Mifune: The Last Samurai
Run down any list of classic Japanese films and you’ll find Rashōmon, Seven Samurai, Throne of Blood, The Hidden Fortress, Yojimbo. Everyone remembers the influence Kurosawa Akira had on the Japanese film industry as it rose from the ashes of World War II, but none of his greatest works would have been possible without his star, Mifune Toshiro.
The new biographical documentary, Mifune: The Last Samurai, is spare and almost perfunctory in comparison to the grand and glorious madness that Mifune himself could bring to the screen. Where co-stars like Shimura Takashi brought gravitas, Mifune brought fire. He was the braying bandit Tajōmaru, the mercurial would-be samurai Kikuchiyo, the murderously striving Lord Washizu.
The film, narrated by Keanu Reeves, starts with two sections that set the stage for Mifune’s career. It reminds us of the long popularity in Japan of “chanbara” or sword-fighting movies, going well back into the silent era. But then the industry was nationalized to make war propaganda films. This is where Kurosawa got his start, and his regrets would inform much of his later filmmaking. As for Mifune, he was enlisted, like all able-bodied Japanese men, but his superiors found him cocky and arrogant, which comes as little surprise.
After the war, the remnants of the film industry were one of the few places people could still find work. Despite no great passion for it, Mifune fell into acting. Kurosawa recognized his natural talents, building roles around him, and allowing him far more leeway than he granted most of his cast and crew.
And the results were incredible. Seven Samurai spawned two American remakes, including this year’s The Magnificent Seven. Yojimbo was the direct inspiration for Sergio Leone’s iconic A Fistful of Dollars, which launched Clint Eastwood’s career, as well as Sergio Corbucci’s Django. And The Hidden Fortress was, along with classic Flash Gordon serials, George Lucas’ main reference in writing Star Wars. In fact, Mifune himself was offered the role of Obi-Wan Kenobi, and Darth Vader’s helmet and armor are designed after samurai gear.
It’s no coincidence that so much of Mifune’s influence on American and European film comes across in genre fare, and particularly in westerns. Despite arising in vastly different cultures, there are some deep resonances between the samurai and rōnin of jidaigeki period films and the cowboys and gunslingers of our mythologized Old West.
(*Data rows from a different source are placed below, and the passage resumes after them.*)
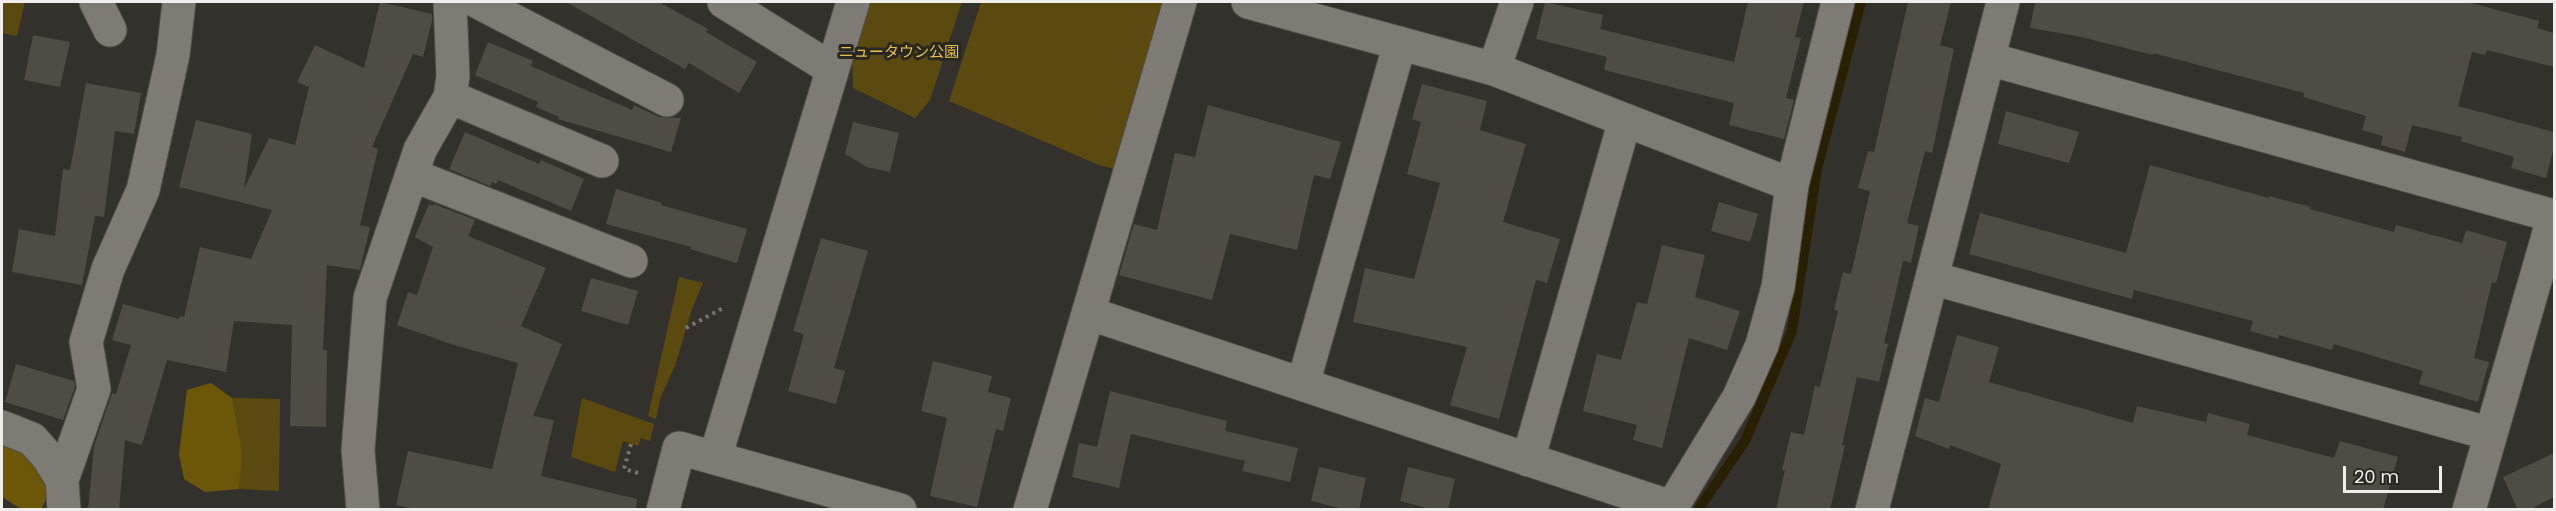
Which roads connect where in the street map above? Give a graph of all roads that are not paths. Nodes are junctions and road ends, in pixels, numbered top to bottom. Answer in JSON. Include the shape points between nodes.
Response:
{"nodes":[{"id":1,"x":179,"y":2,"type":"edge"},
{"id":2,"x":450,"y":2,"type":"edge"},
{"id":3,"x":478,"y":2,"type":"edge"},
{"id":4,"x":724,"y":2,"type":"edge"},
{"id":5,"x":853,"y":2,"type":"edge"},
{"id":6,"x":1180,"y":2,"type":"edge"},
{"id":7,"x":1248,"y":2,"type":"edge"},
{"id":8,"x":1517,"y":2,"type":"edge"},
{"id":9,"x":1838,"y":2,"type":"edge"},
{"id":10,"x":2003,"y":2,"type":"edge"},
{"id":11,"x":1400,"y":43,"type":"junction"},
{"id":12,"x":1989,"y":58,"type":"junction"},
{"id":13,"x":832,"y":69,"type":"junction"},
{"id":14,"x":1494,"y":69,"type":"junction"},
{"id":15,"x":450,"y":97,"type":"junction"},
{"id":16,"x":667,"y":100,"type":"dead end"},
{"id":17,"x":1625,"y":120,"type":"junction"},
{"id":18,"x":602,"y":161,"type":"dead end"},
{"id":19,"x":412,"y":176,"type":"junction"},
{"id":20,"x":1792,"y":185,"type":"junction"},
{"id":21,"x":2554,"y":216,"type":"edge"},
{"id":22,"x":631,"y":261,"type":"dead end"},
{"id":23,"x":1932,"y":278,"type":"junction"},
{"id":24,"x":1088,"y":313,"type":"junction"},
{"id":25,"x":1303,"y":384,"type":"junction"},
{"id":26,"x":2,"y":427,"type":"edge"},
{"id":27,"x":2491,"y":434,"type":"junction"},
{"id":28,"x":716,"y":458,"type":"junction"},
{"id":29,"x":1528,"y":460,"type":"junction"},
{"id":30,"x":63,"y":495,"type":"edge"},
{"id":31,"x":845,"y":502,"type":"edge"},
{"id":32,"x":1670,"y":508,"type":"edge"},
{"id":33,"x":363,"y":510,"type":"edge"},
{"id":34,"x":663,"y":510,"type":"edge"},
{"id":35,"x":900,"y":510,"type":"edge"},
{"id":36,"x":1030,"y":510,"type":"edge"},
{"id":37,"x":1872,"y":510,"type":"edge"},
{"id":38,"x":2469,"y":510,"type":"edge"}],
"edges":[{"from":1,"to":30,"type":"street","via":[[173,55],[143,190],[108,269],[86,342],[94,389]]},
{"from":2,"to":15,"type":"street"},
{"from":3,"to":16,"type":"street"},
{"from":4,"to":13,"type":"street"},
{"from":5,"to":13,"type":"street"},
{"from":6,"to":24,"type":"street"},
{"from":7,"to":11,"type":"street"},
{"from":8,"to":14,"type":"street"},
{"from":9,"to":20,"type":"street"},
{"from":10,"to":12,"type":"street"},
{"from":11,"to":14,"type":"street"},
{"from":11,"to":25,"type":"street"},
{"from":12,"to":21,"type":"street"},
{"from":12,"to":23,"type":"street"},
{"from":13,"to":28,"type":"street"},
{"from":14,"to":17,"type":"street"},
{"from":15,"to":18,"type":"street"},
{"from":15,"to":19,"type":"street","via":[[420,150]]},
{"from":17,"to":20,"type":"street"},
{"from":17,"to":29,"type":"street"},
{"from":19,"to":22,"type":"street"},
{"from":19,"to":33,"type":"street","via":[[370,298],[358,450]]},
{"from":20,"to":32,"type":"street","via":[[1778,287],[1762,345],[1739,397]]},
{"from":21,"to":27,"type":"street"},
{"from":23,"to":27,"type":"street"},
{"from":23,"to":37,"type":"street"},
{"from":24,"to":25,"type":"street"},
{"from":24,"to":36,"type":"street"},
{"from":25,"to":29,"type":"street"},
{"from":26,"to":30,"type":"street","via":[[32,439],[48,457]]},
{"from":27,"to":38,"type":"street"},
{"from":28,"to":31,"type":"street"},
{"from":28,"to":34,"type":"street","via":[[679,448]]},
{"from":29,"to":32,"type":"street"},
{"from":31,"to":35,"type":"street"}]}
Mifune and Kurosawa’s artistic credentials were surely instrumental in getting critics to take westerns seriously, as more than just money-making oaters. That gave up-and-comers like Lucas, Spielberg, Coppola, Scorsese, and their whole generation cover to indulge in genre movies. And without that, science fiction, fantasy, superhero, and any number of other sorts of movies would never have taken on the importance they have in our culture.
Further blending the realms of serious art and popular entertainment, Throne of Blood remains among the best film adaptations of Macbeth. And Hamlet found new life as a critique of postwar corruption in The Bad Sleep Well. These adaptations helped break ground to more radical reinterpretations of Shakespeare’s plays outside of their original periods and settings.
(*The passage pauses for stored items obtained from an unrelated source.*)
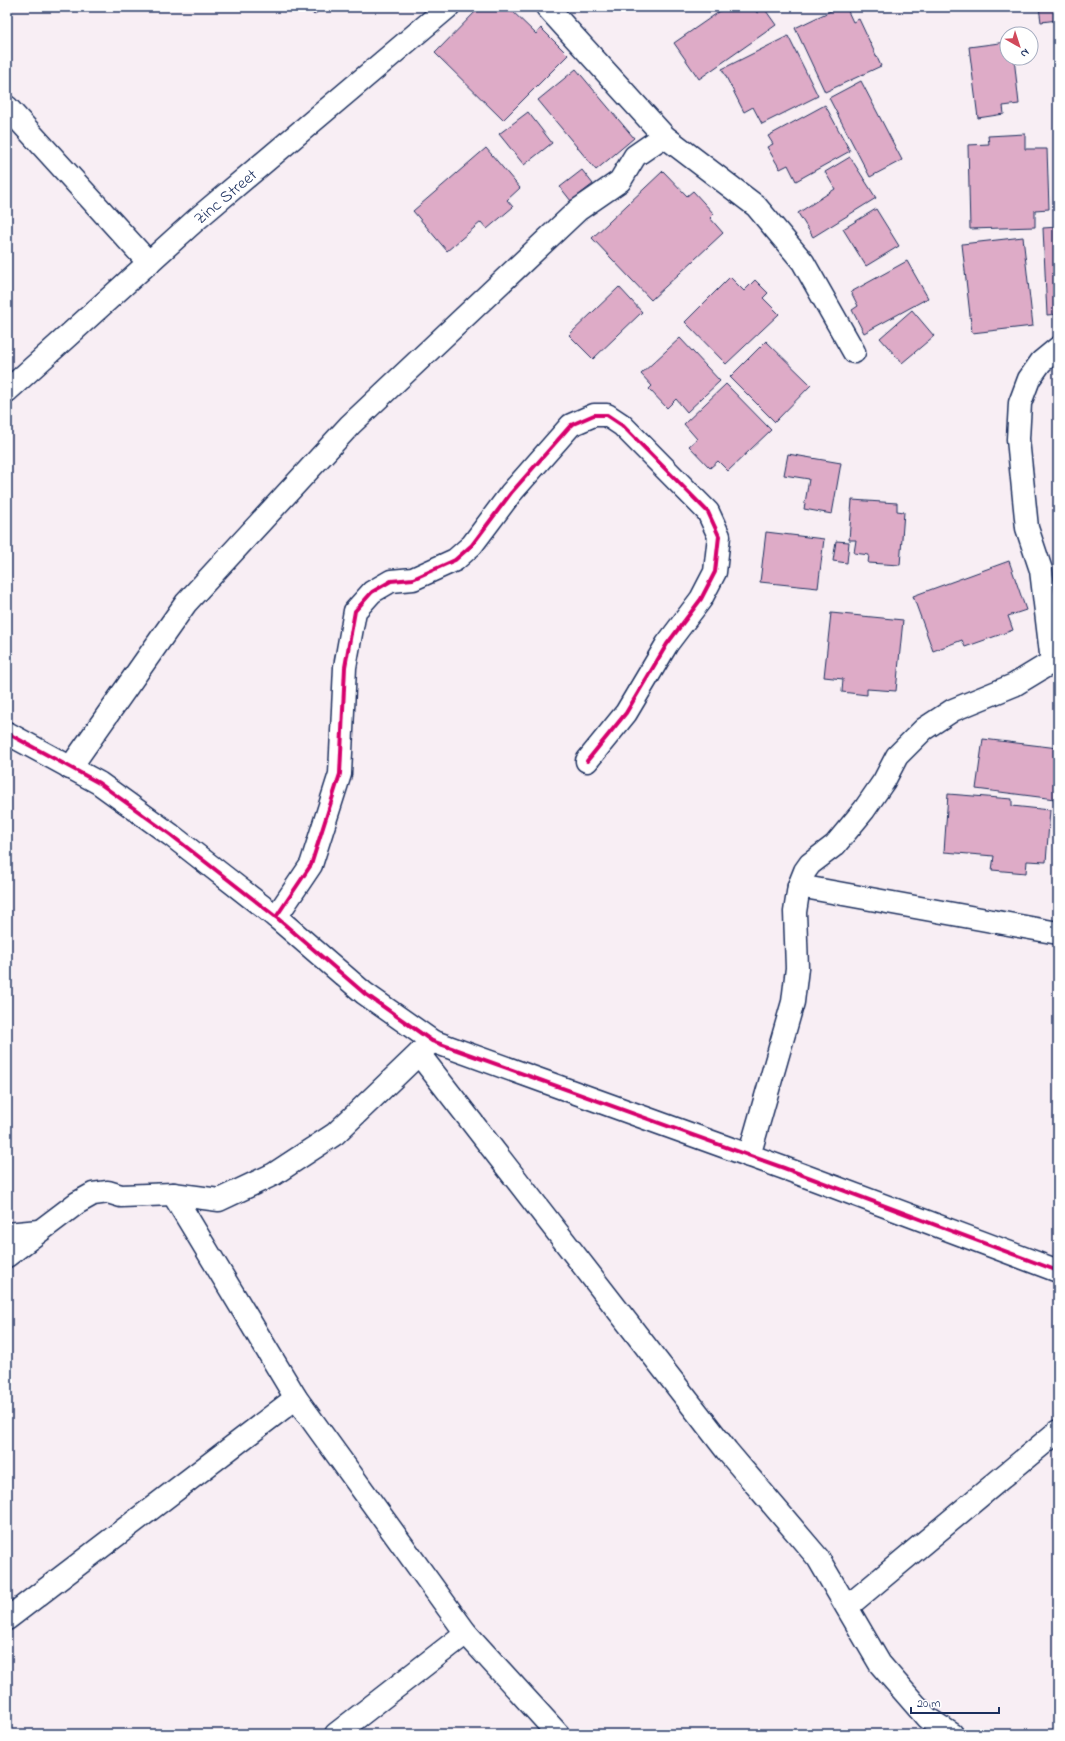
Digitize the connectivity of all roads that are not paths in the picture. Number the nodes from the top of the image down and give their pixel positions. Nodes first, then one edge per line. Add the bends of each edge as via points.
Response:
1 (448, 7) edge
2 (547, 7) edge
3 (7, 107) edge
4 (664, 136) junction
5 (149, 263) junction
6 (1058, 348) edge
7 (854, 352) dead end
8 (7, 391) edge
9 (1055, 661) edge
10 (7, 733) edge
11 (587, 761) dead end
12 (70, 768) junction
13 (799, 886) junction
14 (276, 917) junction
15 (1058, 933) edge
16 (425, 1048) junction
17 (749, 1156) junction
18 (173, 1194) junction
19 (39, 1231) junction
20 (7, 1234) edge
21 (7, 1256) edge
22 (1058, 1271) edge
23 (296, 1398) junction
24 (1058, 1431) edge
25 (847, 1607) junction
26 (7, 1619) edge
27 (466, 1632) junction
28 (336, 1734) edge
29 (558, 1734) edge
30 (952, 1734) edge

1 - 5 street, Zinc Street via 197,219
2 - 4 street
3 - 5 street
4 - 7 street via 756,206 803,262
4 - 12 street via 635,156 620,181 578,210 350,426 186,603
5 - 8 street, Zinc Street
6 - 9 street via 1041,362 1029,379 1020,403 1018,439 1027,528 1041,570
9 - 13 street via 1014,685 953,710 924,729 897,756 864,810 835,845 810,864
10 - 12 street
11 - 14 street via 626,713 667,644 701,599 715,572 719,536 708,512 622,424 607,415 594,415 570,425 510,493 472,545 454,560 413,579 391,581 372,592 355,611 345,667 340,774 311,865
12 - 14 street via 100,783
13 - 15 street
13 - 17 street via 796,912 797,968 793,1002
14 - 16 street
16 - 17 street
16 - 18 street via 335,1134 274,1174 219,1200
16 - 25 street via 727,1451 818,1558
17 - 22 street
18 - 19 street via 93,1194
18 - 23 street
19 - 20 street
19 - 21 street
23 - 26 street
23 - 27 street
24 - 25 street
25 - 30 street via 880,1664 927,1718
27 - 28 street
27 - 29 street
As a documentary, Mifune offers a pleasant enough recap of Mifune’s life, told mostly through talking-head interviews with many of his fellow actors and crew members. There aren’t any truly deep or radical insights into the man, but it provides a wonderful syllabus for anyone interested in learning more about classic Japanese cinema, as well as an reminder of the outsized influence this outsized actor had on the entire landscape of film around the world.
Worth It: yes.
Bechdel-Wallace Test: if it applies to documentaries, fail.